Entrepreneurship – a new civic skill?
HUBS hosted a miniseminar on April 2021 to explore the future of work and the changing landscape of entrepreneurship. This article sums up the inspirational insights shared by our keynote speakers, Ilkka Halava and Matti Apunen.
Become an agent of change
The world of work is undergoing a major transformation. Ilkka Halava’s Tetris and Minecraft analogy perfectly illustrates how work has changed over the years. In Tetris, blocks of different shapes appear randomly on screen, and players need to continually react by rotating and stacking them to fill and clear the lines.
Minecraft, a more recent favorite, invites players turn a digital desert into their own world independently or as a team. Ideally, working is like playing a game and seeking that fully absorbing experience known as the flow state: you know the goals you need to achieve and are familiar with the game and its environment.
Creating one’s own career
In this type of self-directed environment, the factors of production become increasingly democratised and accessible through platforms and intelligent tools. Machines free us from day-to-day drudgery, so we can focus on creative pursuits. More and more people have the option to create their own career rather than take the more traditional route of becoming employees.
Halava encourages us all to become agents of this change so we are not left standing on the sidelines, wondering what just happened!
Creativity is not reserved for artists
We were particularly excited to hear Halava’s ideas about the presence of an artistic dimension in all lines of work. It is not a privilege that is exclusively reserved for creative professions but an element that can be integrated into any career to increase a sense of meaning at work.

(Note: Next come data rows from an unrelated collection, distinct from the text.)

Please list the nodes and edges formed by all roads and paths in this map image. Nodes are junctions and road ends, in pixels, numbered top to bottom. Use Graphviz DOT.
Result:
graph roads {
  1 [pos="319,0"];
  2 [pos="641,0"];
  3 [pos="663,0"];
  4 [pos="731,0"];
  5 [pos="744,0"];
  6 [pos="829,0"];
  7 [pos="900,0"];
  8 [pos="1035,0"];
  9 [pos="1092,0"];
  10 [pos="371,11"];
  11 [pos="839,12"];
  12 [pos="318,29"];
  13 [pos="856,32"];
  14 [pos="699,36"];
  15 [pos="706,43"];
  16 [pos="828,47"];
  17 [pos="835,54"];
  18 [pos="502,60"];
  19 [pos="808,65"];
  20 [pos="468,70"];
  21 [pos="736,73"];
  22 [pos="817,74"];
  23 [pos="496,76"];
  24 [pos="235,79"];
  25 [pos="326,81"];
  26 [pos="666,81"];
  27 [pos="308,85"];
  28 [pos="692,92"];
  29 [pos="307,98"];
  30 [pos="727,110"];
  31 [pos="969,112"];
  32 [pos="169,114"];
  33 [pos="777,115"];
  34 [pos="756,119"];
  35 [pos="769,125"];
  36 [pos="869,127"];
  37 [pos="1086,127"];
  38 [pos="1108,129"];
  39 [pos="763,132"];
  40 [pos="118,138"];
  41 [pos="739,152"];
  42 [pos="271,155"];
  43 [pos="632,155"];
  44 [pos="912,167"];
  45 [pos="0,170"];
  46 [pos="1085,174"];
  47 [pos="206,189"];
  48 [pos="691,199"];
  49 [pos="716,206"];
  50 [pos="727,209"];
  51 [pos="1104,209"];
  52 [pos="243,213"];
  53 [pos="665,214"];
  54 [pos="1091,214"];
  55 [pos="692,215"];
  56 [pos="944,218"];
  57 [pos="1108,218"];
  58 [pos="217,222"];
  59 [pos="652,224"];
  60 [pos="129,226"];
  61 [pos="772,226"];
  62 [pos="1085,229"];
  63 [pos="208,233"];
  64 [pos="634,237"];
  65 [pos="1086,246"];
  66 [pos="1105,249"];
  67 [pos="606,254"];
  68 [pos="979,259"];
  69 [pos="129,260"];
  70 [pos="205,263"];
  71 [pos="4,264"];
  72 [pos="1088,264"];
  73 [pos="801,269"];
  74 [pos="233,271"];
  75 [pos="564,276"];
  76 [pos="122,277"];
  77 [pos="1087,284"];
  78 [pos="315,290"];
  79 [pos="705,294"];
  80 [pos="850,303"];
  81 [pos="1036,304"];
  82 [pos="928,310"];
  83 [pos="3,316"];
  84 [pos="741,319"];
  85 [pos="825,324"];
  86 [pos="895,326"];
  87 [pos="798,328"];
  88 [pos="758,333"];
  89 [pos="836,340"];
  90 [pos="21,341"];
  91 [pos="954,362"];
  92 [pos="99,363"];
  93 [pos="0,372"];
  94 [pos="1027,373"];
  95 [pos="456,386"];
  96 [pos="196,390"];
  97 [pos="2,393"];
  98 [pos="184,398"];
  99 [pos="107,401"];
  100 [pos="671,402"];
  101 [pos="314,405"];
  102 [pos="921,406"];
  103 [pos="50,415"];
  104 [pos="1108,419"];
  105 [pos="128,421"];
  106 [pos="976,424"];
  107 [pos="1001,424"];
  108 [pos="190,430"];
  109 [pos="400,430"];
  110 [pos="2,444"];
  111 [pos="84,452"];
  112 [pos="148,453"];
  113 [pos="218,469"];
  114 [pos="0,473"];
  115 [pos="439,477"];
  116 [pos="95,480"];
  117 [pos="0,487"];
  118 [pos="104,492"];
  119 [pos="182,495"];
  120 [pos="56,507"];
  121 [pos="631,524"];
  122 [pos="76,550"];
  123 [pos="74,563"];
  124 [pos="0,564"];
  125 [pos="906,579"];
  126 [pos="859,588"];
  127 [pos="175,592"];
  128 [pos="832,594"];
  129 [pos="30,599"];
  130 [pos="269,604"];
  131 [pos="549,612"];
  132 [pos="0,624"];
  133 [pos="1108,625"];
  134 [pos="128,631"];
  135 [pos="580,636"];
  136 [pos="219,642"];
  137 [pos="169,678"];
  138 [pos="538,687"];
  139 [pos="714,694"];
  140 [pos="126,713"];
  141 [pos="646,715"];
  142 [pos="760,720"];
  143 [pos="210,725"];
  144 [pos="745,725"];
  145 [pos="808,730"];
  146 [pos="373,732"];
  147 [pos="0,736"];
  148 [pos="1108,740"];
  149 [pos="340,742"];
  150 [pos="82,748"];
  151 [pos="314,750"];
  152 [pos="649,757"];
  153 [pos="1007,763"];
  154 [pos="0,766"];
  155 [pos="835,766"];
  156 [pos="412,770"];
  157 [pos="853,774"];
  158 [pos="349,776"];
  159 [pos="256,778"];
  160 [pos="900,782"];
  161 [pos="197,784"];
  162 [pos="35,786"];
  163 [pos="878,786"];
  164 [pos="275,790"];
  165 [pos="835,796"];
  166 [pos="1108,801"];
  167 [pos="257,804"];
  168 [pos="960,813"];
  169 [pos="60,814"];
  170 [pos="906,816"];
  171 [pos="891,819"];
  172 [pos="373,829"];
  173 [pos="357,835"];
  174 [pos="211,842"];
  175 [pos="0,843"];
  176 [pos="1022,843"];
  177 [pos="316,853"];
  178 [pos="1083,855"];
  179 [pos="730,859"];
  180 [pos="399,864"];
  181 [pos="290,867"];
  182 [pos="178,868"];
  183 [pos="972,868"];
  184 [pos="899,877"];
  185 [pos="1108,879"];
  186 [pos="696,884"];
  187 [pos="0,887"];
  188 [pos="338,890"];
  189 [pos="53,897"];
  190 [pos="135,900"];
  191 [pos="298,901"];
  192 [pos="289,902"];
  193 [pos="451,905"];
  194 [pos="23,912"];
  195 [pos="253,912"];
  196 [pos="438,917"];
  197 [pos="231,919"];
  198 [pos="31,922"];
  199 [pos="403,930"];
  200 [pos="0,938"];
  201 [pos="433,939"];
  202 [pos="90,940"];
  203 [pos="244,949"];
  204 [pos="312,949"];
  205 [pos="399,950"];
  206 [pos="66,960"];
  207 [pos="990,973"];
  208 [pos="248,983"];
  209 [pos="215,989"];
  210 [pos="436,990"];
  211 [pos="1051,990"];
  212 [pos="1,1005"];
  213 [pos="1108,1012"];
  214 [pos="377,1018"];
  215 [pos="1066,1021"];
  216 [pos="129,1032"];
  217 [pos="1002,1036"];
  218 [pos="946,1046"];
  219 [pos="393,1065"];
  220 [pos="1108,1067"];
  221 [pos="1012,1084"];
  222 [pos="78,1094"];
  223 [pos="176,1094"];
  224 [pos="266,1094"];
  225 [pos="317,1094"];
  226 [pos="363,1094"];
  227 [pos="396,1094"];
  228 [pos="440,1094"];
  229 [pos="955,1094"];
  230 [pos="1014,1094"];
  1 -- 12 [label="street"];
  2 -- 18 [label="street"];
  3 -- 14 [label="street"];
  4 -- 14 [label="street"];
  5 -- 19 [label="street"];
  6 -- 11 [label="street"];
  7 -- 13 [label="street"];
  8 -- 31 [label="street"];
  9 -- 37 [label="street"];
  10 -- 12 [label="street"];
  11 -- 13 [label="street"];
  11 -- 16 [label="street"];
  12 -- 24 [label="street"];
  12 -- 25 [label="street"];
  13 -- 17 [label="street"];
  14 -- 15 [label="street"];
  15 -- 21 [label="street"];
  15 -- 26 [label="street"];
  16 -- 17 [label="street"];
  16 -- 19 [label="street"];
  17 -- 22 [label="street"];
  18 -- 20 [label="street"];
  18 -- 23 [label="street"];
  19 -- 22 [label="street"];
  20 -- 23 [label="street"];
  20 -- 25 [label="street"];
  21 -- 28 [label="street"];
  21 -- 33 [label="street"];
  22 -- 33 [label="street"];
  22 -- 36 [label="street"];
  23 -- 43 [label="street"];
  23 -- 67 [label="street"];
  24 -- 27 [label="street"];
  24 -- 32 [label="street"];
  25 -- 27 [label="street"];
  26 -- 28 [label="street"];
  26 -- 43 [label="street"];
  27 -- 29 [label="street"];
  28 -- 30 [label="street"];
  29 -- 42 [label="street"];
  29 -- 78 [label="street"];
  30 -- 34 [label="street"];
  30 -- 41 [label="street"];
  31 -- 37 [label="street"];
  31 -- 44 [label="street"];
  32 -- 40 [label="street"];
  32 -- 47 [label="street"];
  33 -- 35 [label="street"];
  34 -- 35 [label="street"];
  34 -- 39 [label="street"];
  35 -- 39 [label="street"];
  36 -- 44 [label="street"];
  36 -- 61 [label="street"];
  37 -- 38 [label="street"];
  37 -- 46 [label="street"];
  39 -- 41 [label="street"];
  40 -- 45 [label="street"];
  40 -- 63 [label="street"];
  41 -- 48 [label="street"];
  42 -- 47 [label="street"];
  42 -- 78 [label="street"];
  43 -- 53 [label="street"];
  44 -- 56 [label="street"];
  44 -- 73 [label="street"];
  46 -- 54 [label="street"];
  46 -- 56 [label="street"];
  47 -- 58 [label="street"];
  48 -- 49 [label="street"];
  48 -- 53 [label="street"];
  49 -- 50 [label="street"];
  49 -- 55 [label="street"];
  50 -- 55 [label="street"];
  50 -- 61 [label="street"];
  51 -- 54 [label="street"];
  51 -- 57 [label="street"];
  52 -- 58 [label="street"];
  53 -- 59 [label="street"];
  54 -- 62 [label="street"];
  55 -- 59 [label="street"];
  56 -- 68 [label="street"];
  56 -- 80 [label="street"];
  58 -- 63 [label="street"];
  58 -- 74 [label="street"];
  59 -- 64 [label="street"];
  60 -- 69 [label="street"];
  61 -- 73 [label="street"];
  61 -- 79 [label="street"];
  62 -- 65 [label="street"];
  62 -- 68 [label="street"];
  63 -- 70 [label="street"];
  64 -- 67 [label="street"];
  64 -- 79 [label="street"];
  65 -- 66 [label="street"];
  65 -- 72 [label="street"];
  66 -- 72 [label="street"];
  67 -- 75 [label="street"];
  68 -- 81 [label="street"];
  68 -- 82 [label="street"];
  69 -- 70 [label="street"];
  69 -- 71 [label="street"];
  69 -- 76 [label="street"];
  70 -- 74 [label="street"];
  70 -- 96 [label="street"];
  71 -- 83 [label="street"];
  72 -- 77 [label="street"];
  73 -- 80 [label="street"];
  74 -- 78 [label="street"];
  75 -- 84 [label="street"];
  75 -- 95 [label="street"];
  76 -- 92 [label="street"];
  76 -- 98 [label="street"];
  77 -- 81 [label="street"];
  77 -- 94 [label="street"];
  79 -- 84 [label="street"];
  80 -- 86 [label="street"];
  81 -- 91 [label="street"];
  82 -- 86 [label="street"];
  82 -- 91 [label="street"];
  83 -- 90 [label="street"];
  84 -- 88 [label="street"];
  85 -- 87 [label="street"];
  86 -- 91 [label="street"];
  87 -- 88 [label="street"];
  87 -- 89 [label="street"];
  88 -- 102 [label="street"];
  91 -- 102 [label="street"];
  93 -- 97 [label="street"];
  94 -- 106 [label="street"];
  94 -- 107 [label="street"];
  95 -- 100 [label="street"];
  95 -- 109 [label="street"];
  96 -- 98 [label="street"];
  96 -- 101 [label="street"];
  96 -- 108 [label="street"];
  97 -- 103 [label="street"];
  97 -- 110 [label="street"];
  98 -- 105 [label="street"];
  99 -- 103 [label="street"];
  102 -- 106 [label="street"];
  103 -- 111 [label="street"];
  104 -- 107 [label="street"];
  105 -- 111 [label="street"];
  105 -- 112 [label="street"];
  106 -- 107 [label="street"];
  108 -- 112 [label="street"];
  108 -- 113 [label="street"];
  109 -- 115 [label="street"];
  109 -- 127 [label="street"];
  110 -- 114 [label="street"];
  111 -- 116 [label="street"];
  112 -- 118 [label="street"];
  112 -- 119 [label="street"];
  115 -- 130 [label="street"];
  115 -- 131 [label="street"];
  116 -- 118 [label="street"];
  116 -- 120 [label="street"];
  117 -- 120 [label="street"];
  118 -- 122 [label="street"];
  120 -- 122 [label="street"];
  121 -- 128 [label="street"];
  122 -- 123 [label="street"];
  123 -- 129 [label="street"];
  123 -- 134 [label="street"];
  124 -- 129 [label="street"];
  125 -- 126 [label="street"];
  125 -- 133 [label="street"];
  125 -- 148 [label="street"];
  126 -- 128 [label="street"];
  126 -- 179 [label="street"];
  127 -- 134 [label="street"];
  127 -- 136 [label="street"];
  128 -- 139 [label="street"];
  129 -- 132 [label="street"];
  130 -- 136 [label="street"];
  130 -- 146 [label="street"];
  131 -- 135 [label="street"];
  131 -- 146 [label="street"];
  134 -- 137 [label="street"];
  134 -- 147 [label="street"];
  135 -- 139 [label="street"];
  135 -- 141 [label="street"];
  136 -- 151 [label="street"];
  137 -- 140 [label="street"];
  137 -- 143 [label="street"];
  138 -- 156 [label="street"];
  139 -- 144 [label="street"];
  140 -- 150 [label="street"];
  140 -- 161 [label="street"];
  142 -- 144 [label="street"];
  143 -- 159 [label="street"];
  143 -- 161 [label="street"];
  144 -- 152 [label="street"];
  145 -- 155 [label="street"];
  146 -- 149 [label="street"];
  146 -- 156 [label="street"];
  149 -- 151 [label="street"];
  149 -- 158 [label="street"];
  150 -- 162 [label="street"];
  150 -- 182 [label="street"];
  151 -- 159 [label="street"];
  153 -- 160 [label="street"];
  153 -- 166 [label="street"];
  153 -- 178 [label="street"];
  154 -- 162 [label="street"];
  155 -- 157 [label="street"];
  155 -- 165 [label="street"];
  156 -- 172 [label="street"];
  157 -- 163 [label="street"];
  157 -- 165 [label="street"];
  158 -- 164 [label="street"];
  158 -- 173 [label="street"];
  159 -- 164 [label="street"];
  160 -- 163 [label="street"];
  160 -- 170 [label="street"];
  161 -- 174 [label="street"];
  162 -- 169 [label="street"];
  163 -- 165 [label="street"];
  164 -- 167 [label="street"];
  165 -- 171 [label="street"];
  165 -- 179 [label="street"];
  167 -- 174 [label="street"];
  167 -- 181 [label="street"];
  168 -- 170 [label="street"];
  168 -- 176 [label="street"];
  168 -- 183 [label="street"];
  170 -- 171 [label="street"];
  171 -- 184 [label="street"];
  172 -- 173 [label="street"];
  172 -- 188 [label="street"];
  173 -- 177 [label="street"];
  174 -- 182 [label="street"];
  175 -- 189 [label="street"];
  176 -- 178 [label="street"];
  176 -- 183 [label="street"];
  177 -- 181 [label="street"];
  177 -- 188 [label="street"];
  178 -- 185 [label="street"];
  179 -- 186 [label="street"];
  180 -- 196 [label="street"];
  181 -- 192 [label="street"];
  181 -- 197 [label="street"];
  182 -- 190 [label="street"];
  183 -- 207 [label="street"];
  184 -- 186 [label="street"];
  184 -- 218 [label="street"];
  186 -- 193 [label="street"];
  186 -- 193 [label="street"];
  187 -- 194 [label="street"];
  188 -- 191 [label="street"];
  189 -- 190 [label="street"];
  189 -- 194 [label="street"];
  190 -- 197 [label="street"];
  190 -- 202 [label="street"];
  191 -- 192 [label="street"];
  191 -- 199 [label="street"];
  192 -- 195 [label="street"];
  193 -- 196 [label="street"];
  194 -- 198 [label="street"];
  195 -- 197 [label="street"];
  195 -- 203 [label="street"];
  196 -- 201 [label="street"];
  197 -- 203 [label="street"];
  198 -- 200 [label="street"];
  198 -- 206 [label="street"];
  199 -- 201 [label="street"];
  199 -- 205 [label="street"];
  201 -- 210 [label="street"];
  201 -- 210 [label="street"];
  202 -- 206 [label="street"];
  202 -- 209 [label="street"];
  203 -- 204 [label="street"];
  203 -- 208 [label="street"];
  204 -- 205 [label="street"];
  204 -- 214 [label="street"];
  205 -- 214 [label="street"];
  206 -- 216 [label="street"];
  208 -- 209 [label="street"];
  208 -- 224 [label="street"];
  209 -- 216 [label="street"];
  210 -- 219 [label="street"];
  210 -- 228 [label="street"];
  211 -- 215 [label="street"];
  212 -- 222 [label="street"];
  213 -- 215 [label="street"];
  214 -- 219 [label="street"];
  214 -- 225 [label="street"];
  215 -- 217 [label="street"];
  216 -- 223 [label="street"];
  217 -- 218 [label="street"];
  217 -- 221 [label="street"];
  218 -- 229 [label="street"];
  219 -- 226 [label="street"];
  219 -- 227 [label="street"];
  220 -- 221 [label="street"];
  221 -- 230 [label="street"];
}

In his presentation, Matti Apunen stated that while robotisation and other technological advancements will eliminate only a few occupations entirely, it will affect portions of all jobs. Even routine tasks can be performed with a creative flourish – and this is precisely where machines cannot replace humans. Apunen cited an example where pear-shaped workers repair a sunken road as if by magic, showing that creativity and problem-solving skills are also needed in jobs that may not be generally thought of as creative.
We believe that finding and embracing the joy of creativity is important to all our students regardless of their field of study, as it helps to make work meaningful and adds spice to life. How can we help our students embrace their creativity and unleash their inner artist?
Many aspire but few have the courage
Matti Apunen brought up some startling statistics about entrepreneurial attitudes among Finnish people. Different surveys and research results demonstrate that most of us are fans of entrepreneurship, at least in theory. But in practice, most entrepreneurs in Finland run a small business that stays small. According to Apunen, this may be due to an innate timidity as Finns are some of the most risk-averse people in Europe.
While small business owners are considered sympathetic, being rich is frowned upon. Pursuing entrepreneurship and foregoing the steady pay that comes with being an employee may be seen as too risky. What we need is not only structural change but also a change of attitude: being an entrepreneur is a regular job done by regular people, it is not only about rags-to-riches tales or people working themselves to the ground.
Business ID for everyone
Hybrid entrepreneurs, or individuals who mix self-employment with working as paid employees, are helping to bust the myth of entrepreneurs who are constantly on the edge of burnout. Work is not either/or, it is increasingly both/and! Maybe all students could be assigned a Business ID when they enrol at university, so they can start experimenting with hybrid entrepreneurship before graduation?
Entrepreneurship – not an anomaly but a normal career path
Universities have a duty to educate their students about employment opportunities and career paths and offer them the opportunity to develop the skills required in the changing employment landscape. Entrepreneurship is not an anomaly but a normal career path. It can also be an attractive choice as secondary employment, enabling individuals to follow their passion.
Some of us may need to expand our horizons and identify our strengths to be able to see entrepreneurship as a viable career option, whereas for others entrepreneurship is a natural choice and the only way to go to realise their career dreams.
We all need entrepreneurial skills
Whether we are self-employed or employees, we will all need entrepreneurial skills in the future, and the world of work will look very different by 2040. HUBS’s elective courses in sustainable entrepreneurship are aligned with the European EntreComp framework, and we are working to enable all students at Tampere Universities to develop the entrepreneurial knowledge and skills that they are guaranteed to need, regardless of their field of study and their future career.
Are you an agent of change?
We invite all the members of the Tampere Universities community to join the change! Let’s work together to ensure our students have the knowledge and skills to pursue entrepreneurship and forge their own path in the changing world of work.
Three concrete steps:
- Encourage students to attend courses exploring sustainable entrepreneurship.
- Integrate the development of entrepreneurial skills into regular courses.
- For example, the course Introduction to Entrepreneurship suits absolutely everyone.
- Build knowledge and a shared understanding of entrepreneurship and the future world of work.
Let’s continue the dialogue about entrepreneurship and the development of students’ skills –together!